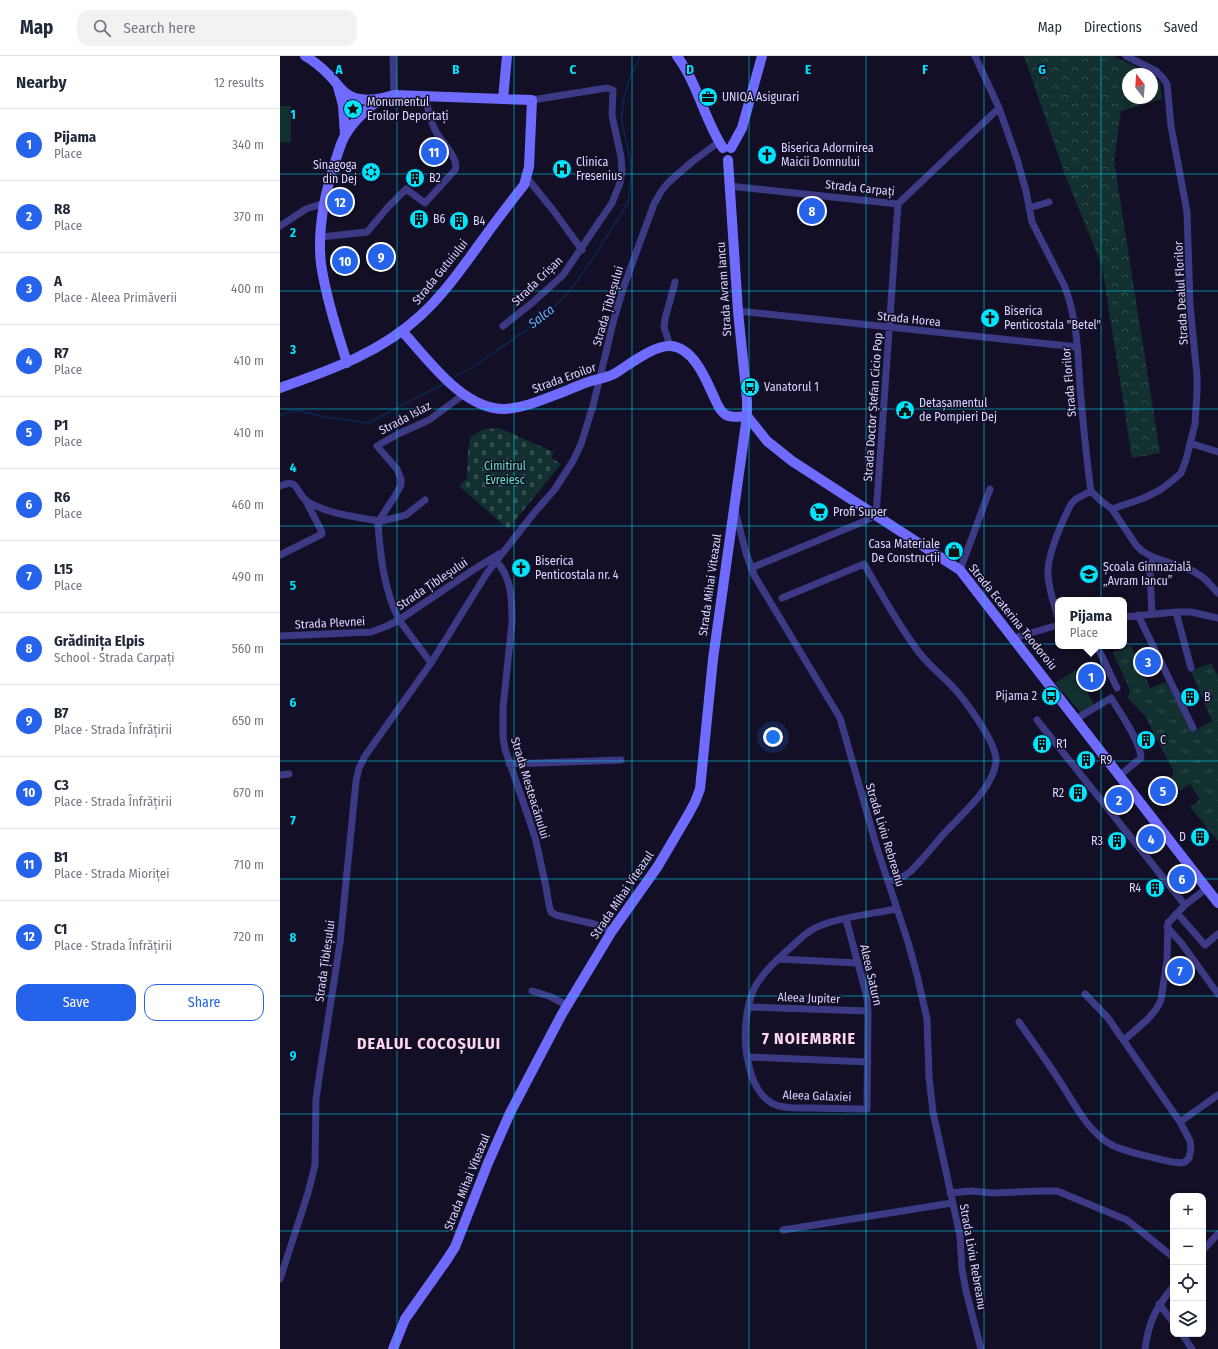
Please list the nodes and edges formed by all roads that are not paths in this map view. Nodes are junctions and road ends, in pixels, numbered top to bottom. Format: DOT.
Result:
graph roads {
  1 [pos="305,56"];
  2 [pos="393,56"];
  3 [pos="507,56"];
  4 [pos="677,56"];
  5 [pos="762,56"];
  6 [pos="975,56"];
  7 [pos="1126,56"];
  8 [pos="338,88"];
  9 [pos="394,95"];
  10 [pos="426,96"];
  11 [pos="380,99"];
  12 [pos="503,99"];
  13 [pos="532,100"];
  14 [pos="999,108"];
  15 [pos="345,135"];
  16 [pos="724,146"];
  17 [pos="527,178"];
  18 [pos="729,186"];
  19 [pos="1049,202"];
  20 [pos="324,203"];
  21 [pos="898,204"];
  22 [pos="1029,208"];
  23 [pos="280,226"];
  24 [pos="321,237"];
  25 [pos="582,250"];
  26 [pos="675,282"];
  27 [pos="738,311"];
  28 [pos="503,326"];
  29 [pos="890,328"];
  30 [pos="402,330"];
  31 [pos="670,346"];
  32 [pos="1077,347"];
  33 [pos="347,364"];
  34 [pos="600,379"];
  35 [pos="280,388"];
  36 [pos="460,392"];
  37 [pos="747,416"];
  38 [pos="1190,443"];
  39 [pos="1218,452"];
  40 [pos="280,486"];
  41 [pos="990,489"];
  42 [pos="1091,492"];
  43 [pos="306,500"];
  44 [pos="425,500"];
  45 [pos="734,506"];
  46 [pos="1112,509"];
  47 [pos="876,515"];
  48 [pos="378,522"];
  49 [pos="503,552"];
  50 [pos="280,555"];
  51 [pos="1153,558"];
  52 [pos="496,561"];
  53 [pos="751,568"];
  54 [pos="960,570"];
  55 [pos="1218,593"];
  56 [pos="782,598"];
  57 [pos="1055,609"];
  58 [pos="1176,612"];
  59 [pos="1152,613"];
  60 [pos="1138,614"];
  61 [pos="1127,616"];
  62 [pos="1218,618"];
  63 [pos="399,620"];
  64 [pos="1055,626"];
  65 [pos="280,636"];
  66 [pos="1014,638"];
  67 [pos="1098,649"];
  68 [pos="431,663"];
  69 [pos="1191,668"];
  70 [pos="1117,688"];
  71 [pos="1076,719"];
  72 [pos="1037,720"];
  73 [pos="1193,728"];
  74 [pos="621,760"];
  75 [pos="509,764"];
  76 [pos="289,774"];
  77 [pos="280,775"];
  78 [pos="1120,775"];
  79 [pos="888,882"];
  80 [pos="1207,888"];
  81 [pos="1218,902"];
  82 [pos="1185,905"];
  83 [pos="896,909"];
  84 [pos="1177,913"];
  85 [pos="846,919"];
  86 [pos="1167,927"];
  87 [pos="612,931"];
  88 [pos="1218,934"];
  89 [pos="778,959"];
  90 [pos="858,963"];
  91 [pos="532,991"];
  92 [pos="1085,994"];
  93 [pos="1218,994"];
  94 [pos="567,1005"];
  95 [pos="748,1007"];
  96 [pos="868,1010"];
  97 [pos="1019,1022"];
  98 [pos="1124,1040"];
  99 [pos="747,1057"];
  100 [pos="868,1062"];
  101 [pos="1218,1095"];
  102 [pos="867,1109"];
  103 [pos="1180,1122"];
  104 [pos="950,1192"];
  105 [pos="952,1203"];
  106 [pos="782,1230"];
  107 [pos="1217,1238"];
  108 [pos="1206,1247"];
  109 [pos="1170,1255"];
  110 [pos="280,1279"];
  111 [pos="1170,1291"];
  112 [pos="1159,1304"];
  113 [pos="1170,1318"];
  114 [pos="1184,1337"];
  115 [pos="393,1349"];
  116 [pos="981,1349"];
  117 [pos="1145,1349"];
  118 [pos="1192,1349"];
  1 -- 8 [label="main road"];
  2 -- 9 [label="street"];
  3 -- 12 [label="main road"];
  4 -- 16 [label="main road"];
  5 -- 16 [label="main road"];
  6 -- 14 [label="street, Strada Florilor"];
  7 -- 38 [label="street, Strada Dealul Florilor"];
  8 -- 11 [label="main road"];
  8 -- 15 [label="main road"];
  9 -- 10 [label="main road"];
  9 -- 11 [label="main road"];
  10 -- 12 [label="main road"];
  10 -- 24 [label="street"];
  11 -- 15 [label="main road"];
  12 -- 13 [label="main road"];
  13 -- 17 [label="main road, Strada Gutuiului"];
  13 -- 25 [label="street, Strada Crișan"];
  14 -- 21 [label="street, Strada Carpați"];
  14 -- 22 [label="street, Strada Florilor"];
  15 -- 20 [label="main road"];
  16 -- 18 [label="main road, Strada Avram Iancu"];
  16 -- 34 [label="street, Strada Țibleșului"];
  17 -- 25 [label="street"];
  17 -- 30 [label="main road, Strada Gutuiului"];
  18 -- 21 [label="street, Strada Carpați"];
  18 -- 27 [label="main road, Strada Avram Iancu"];
  19 -- 22 [label="street"];
  20 -- 23 [label="street"];
  20 -- 24 [label="main road"];
  21 -- 29 [label="street, Strada Doctor Ștefan Cicio Pop"];
  22 -- 32 [label="street, Strada Florilor"];
  24 -- 33 [label="main road"];
  25 -- 28 [label="street, Strada Crișan"];
  26 -- 31 [label="street"];
  27 -- 29 [label="street, Strada Horea"];
  27 -- 37 [label="main road, Strada Avram Iancu"];
  29 -- 32 [label="street, Strada Horea"];
  29 -- 47 [label="street, Strada Doctor Ștefan Cicio Pop"];
  30 -- 33 [label="main road, Strada Gutuiului"];
  30 -- 36 [label="main road, Strada Eroilor"];
  31 -- 34 [label="main road, Strada Eroilor"];
  31 -- 37 [label="main road"];
  32 -- 42 [label="street, Strada Florilor"];
  33 -- 35 [label="main road, Strada Gutuiului"];
  34 -- 36 [label="main road, Strada Eroilor"];
  34 -- 49 [label="street, Strada Țibleșului"];
  36 -- 48 [label="street, Strada Islaz"];
  37 -- 45 [label="main road, Strada Mihai Viteazul"];
  37 -- 47 [label="main road, Strada Ecaterina Teodoroiu"];
  38 -- 39 [label="street"];
  38 -- 46 [label="street, Strada Dealul Florilor"];
  40 -- 43 [label="street"];
  41 -- 54 [label="street"];
  42 -- 46 [label="street"];
  42 -- 57 [label="street"];
  43 -- 48 [label="street"];
  43 -- 50 [label="street"];
  44 -- 48 [label="street"];
  45 -- 53 [label="street, Strada Liviu Rebreanu"];
  45 -- 87 [label="main road, Strada Mihai Viteazul"];
  46 -- 51 [label="street"];
  47 -- 53 [label="street"];
  47 -- 54 [label="main road, Strada Ecaterina Teodoroiu"];
  48 -- 63 [label="street"];
  49 -- 52 [label="street, Strada Țibleșului"];
  49 -- 63 [label="street, Strada Țibleșului"];
  51 -- 55 [label="street"];
  51 -- 59 [label="street"];
  52 -- 68 [label="street, Strada Țibleșului"];
  52 -- 75 [label="street, Strada Mesteacănului"];
  53 -- 79 [label="street, Strada Liviu Rebreanu"];
  54 -- 66 [label="main road, Strada Ecaterina Teodoroiu"];
  56 -- 79 [label="street"];
  58 -- 59 [label="street"];
  58 -- 62 [label="street"];
  58 -- 69 [label="street"];
  59 -- 60 [label="street"];
  60 -- 61 [label="street"];
  60 -- 73 [label="street"];
  63 -- 65 [label="street, Strada Plevnei"];
  63 -- 68 [label="street, Strada Țibleșului"];
  64 -- 66 [label="street"];
  66 -- 71 [label="main road, Strada Ecaterina Teodoroiu"];
  67 -- 70 [label="street"];
  68 -- 110 [label="street, Strada Țibleșului"];
  71 -- 78 [label="main road, Strada Ecaterina Teodoroiu"];
  71 -- 78 [label="street"];
  72 -- 82 [label="street"];
  74 -- 75 [label="street"];
  75 -- 87 [label="street, Strada Mesteacănului"];
  76 -- 77 [label="street"];
  78 -- 80 [label="main road, Strada Ecaterina Teodoroiu"];
  79 -- 83 [label="street, Strada Liviu Rebreanu"];
  80 -- 81 [label="main road, Strada Ecaterina Teodoroiu"];
  80 -- 82 [label="street"];
  82 -- 84 [label="street"];
  83 -- 85 [label="street, Aleea Galaxiei"];
  83 -- 104 [label="street, Strada Liviu Rebreanu"];
  84 -- 86 [label="street"];
  84 -- 88 [label="street"];
  85 -- 89 [label="street, Aleea Galaxiei"];
  85 -- 90 [label="street, Aleea Saturn"];
  86 -- 93 [label="street"];
  86 -- 98 [label="street"];
  87 -- 94 [label="main road, Strada Mihai Viteazul"];
  89 -- 90 [label="street"];
  89 -- 95 [label="street, Aleea Galaxiei"];
  90 -- 96 [label="street, Aleea Saturn"];
  91 -- 94 [label="street"];
  92 -- 98 [label="street"];
  94 -- 115 [label="main road, Strada Mihai Viteazul"];
  95 -- 96 [label="street, Aleea Jupiter"];
  95 -- 99 [label="street, Aleea Galaxiei"];
  96 -- 100 [label="street, Aleea Saturn"];
  97 -- 103 [label="street"];
  98 -- 103 [label="street"];
  99 -- 100 [label="street"];
  99 -- 102 [label="street, Aleea Galaxiei"];
  100 -- 102 [label="street, Aleea Saturn"];
  101 -- 103 [label="street"];
  104 -- 105 [label="street, Strada Liviu Rebreanu"];
  104 -- 109 [label="street, Strada Liviu Rebreanu"];
  105 -- 106 [label="street"];
  105 -- 116 [label="street, Strada Liviu Rebreanu"];
  107 -- 108 [label="street"];
  111 -- 112 [label="street"];
  112 -- 113 [label="street"];
  112 -- 117 [label="street"];
  114 -- 118 [label="street"];
}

== Task to carry out ==
Pick out each line in the material containing "Crișan".

== Response box ==
  13 -- 25 [label="street, Strada Crișan"];
  25 -- 28 [label="street, Strada Crișan"];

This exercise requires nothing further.